WHAT YOU SHOULD DO. Images excepted, the data below must be repeated exactly.

DATA FOR THIS TASK.
-=-=-

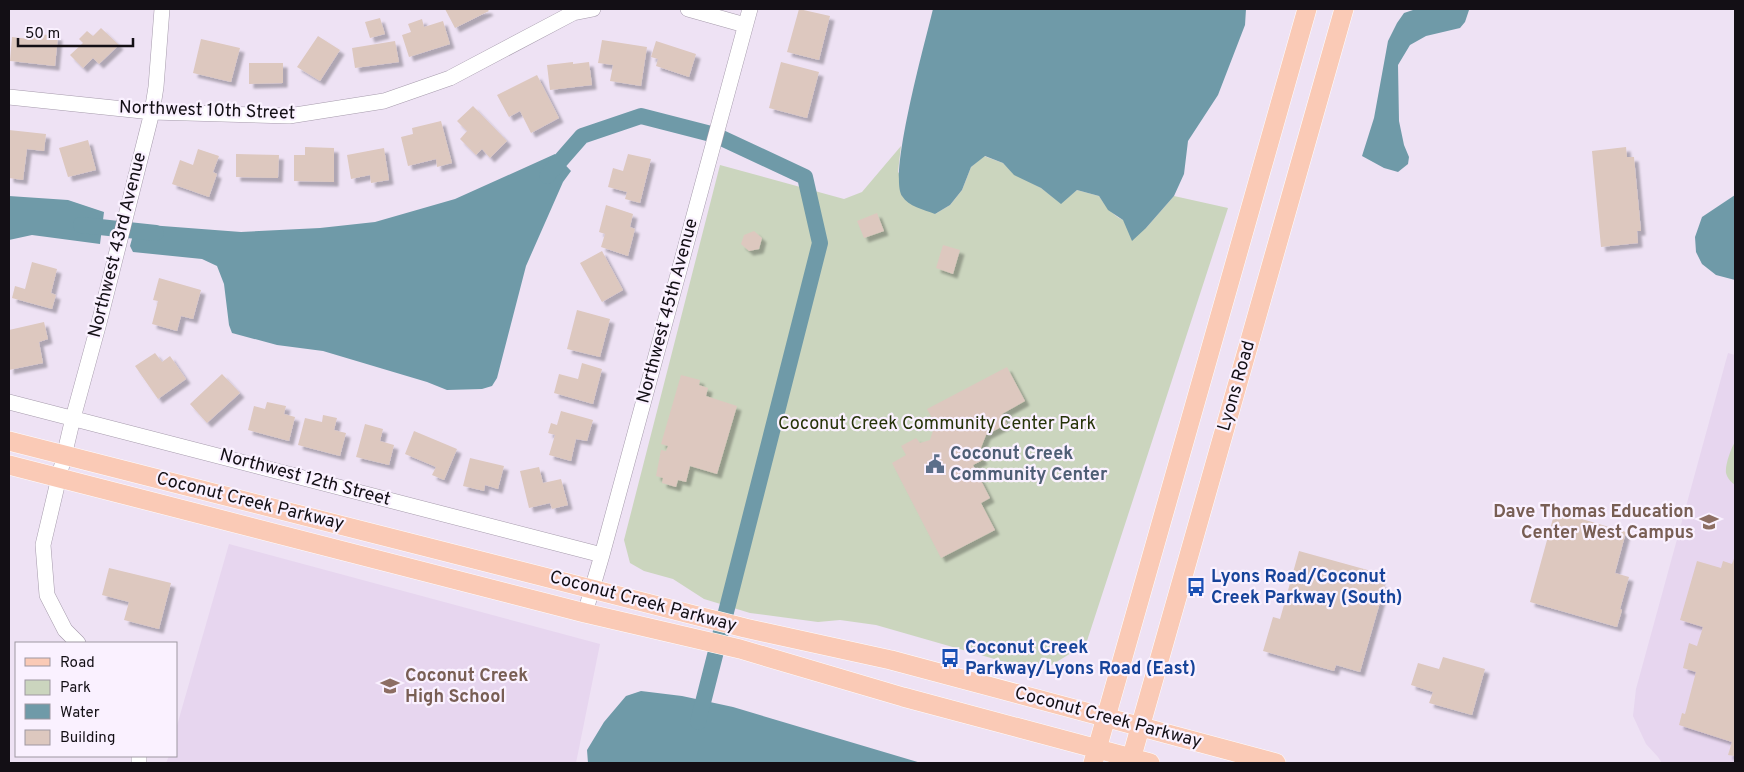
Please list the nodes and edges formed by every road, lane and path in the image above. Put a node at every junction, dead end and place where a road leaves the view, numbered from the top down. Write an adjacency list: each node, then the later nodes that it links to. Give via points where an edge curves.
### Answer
1 (162, 9): 9 (street, Northwest 43rd Avenue)
2 (594, 9): 9 (street, Northwest 10th Street, via 573,13 450,78 384,101 289,116)
3 (688, 9): 7 (street)
4 (750, 9): 7 (street, Northwest 45th Avenue)
5 (1307, 9): 20 (main road, Lyons Road)
6 (1344, 9): 21 (main road, Lyons Road)
7 (745, 25): 16 (street, Northwest 45th Avenue)
8 (9, 97): 9 (street, Northwest 10th Street)
9 (152, 112): 11 (street, Northwest 43rd Avenue)
10 (9, 402): 11 (street, Northwest 12th Street)
11 (73, 418): 13 (street, Northwest 43rd Avenue); 16 (street, Northwest 12th Street)
12 (9, 441): 13 (main road, Coconut Creek Parkway)
13 (64, 455): 15 (street, Northwest 43rd Avenue); 17 (main road, Coconut Creek Parkway)
14 (9, 465): 15 (main road, Coconut Creek Parkway)
15 (58, 478): 18 (main road, Coconut Creek Parkway); 19 (street, Northwest 43rd Avenue, via 43,546 46,595 65,630)
16 (602, 555): 17 (street, Northwest 45th Avenue)
17 (592, 588): 18 (street, Northwest 45th Avenue); 20 (main road, Coconut Creek Parkway, via 745,628 891,660)
18 (585, 613): 22 (main road, Coconut Creek Parkway, via 740,650)
19 (77, 642)
20 (1107, 717): 21 (main road, Coconut Creek Parkway); 22 (main road, Lyons Road)
21 (1140, 726): 23 (main road, Lyons Road); 25 (main road, Coconut Creek Parkway)
22 (1096, 756): 23 (main road, Coconut Creek Parkway)
23 (1131, 761): 24 (main road, Coconut Creek Parkway)
24 (1150, 763)
25 (1276, 763)

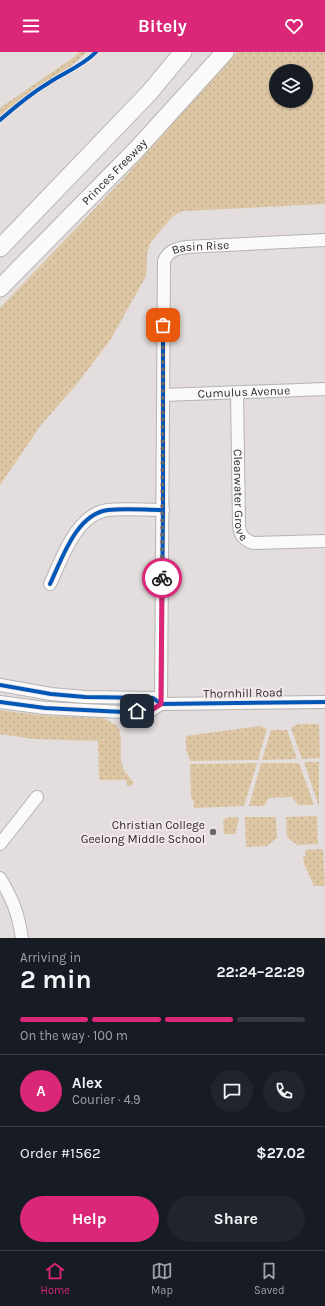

-=-=-

COMPLETED EXERCISE.
Please list the nodes and edges formed by every road, lane and path in the image above. Put a node at every junction, dead end and place where a road leaves the view, numbered from the top down. Write an adjacency list: each node, then the later nodes that it links to. Give via points where an edge curves.
### Answer
1 (162, 9): 9 (street, Northwest 43rd Avenue)
2 (594, 9): 9 (street, Northwest 10th Street, via 573,13 450,78 384,101 289,116)
3 (688, 9): 7 (street)
4 (750, 9): 7 (street, Northwest 45th Avenue)
5 (1307, 9): 20 (main road, Lyons Road)
6 (1344, 9): 21 (main road, Lyons Road)
7 (745, 25): 16 (street, Northwest 45th Avenue)
8 (9, 97): 9 (street, Northwest 10th Street)
9 (152, 112): 11 (street, Northwest 43rd Avenue)
10 (9, 402): 11 (street, Northwest 12th Street)
11 (73, 418): 13 (street, Northwest 43rd Avenue); 16 (street, Northwest 12th Street)
12 (9, 441): 13 (main road, Coconut Creek Parkway)
13 (64, 455): 15 (street, Northwest 43rd Avenue); 17 (main road, Coconut Creek Parkway)
14 (9, 465): 15 (main road, Coconut Creek Parkway)
15 (58, 478): 18 (main road, Coconut Creek Parkway); 19 (street, Northwest 43rd Avenue, via 43,546 46,595 65,630)
16 (602, 555): 17 (street, Northwest 45th Avenue)
17 (592, 588): 18 (street, Northwest 45th Avenue); 20 (main road, Coconut Creek Parkway, via 745,628 891,660)
18 (585, 613): 22 (main road, Coconut Creek Parkway, via 740,650)
19 (77, 642)
20 (1107, 717): 21 (main road, Coconut Creek Parkway); 22 (main road, Lyons Road)
21 (1140, 726): 23 (main road, Lyons Road); 25 (main road, Coconut Creek Parkway)
22 (1096, 756): 23 (main road, Coconut Creek Parkway)
23 (1131, 761): 24 (main road, Coconut Creek Parkway)
24 (1150, 763)
25 (1276, 763)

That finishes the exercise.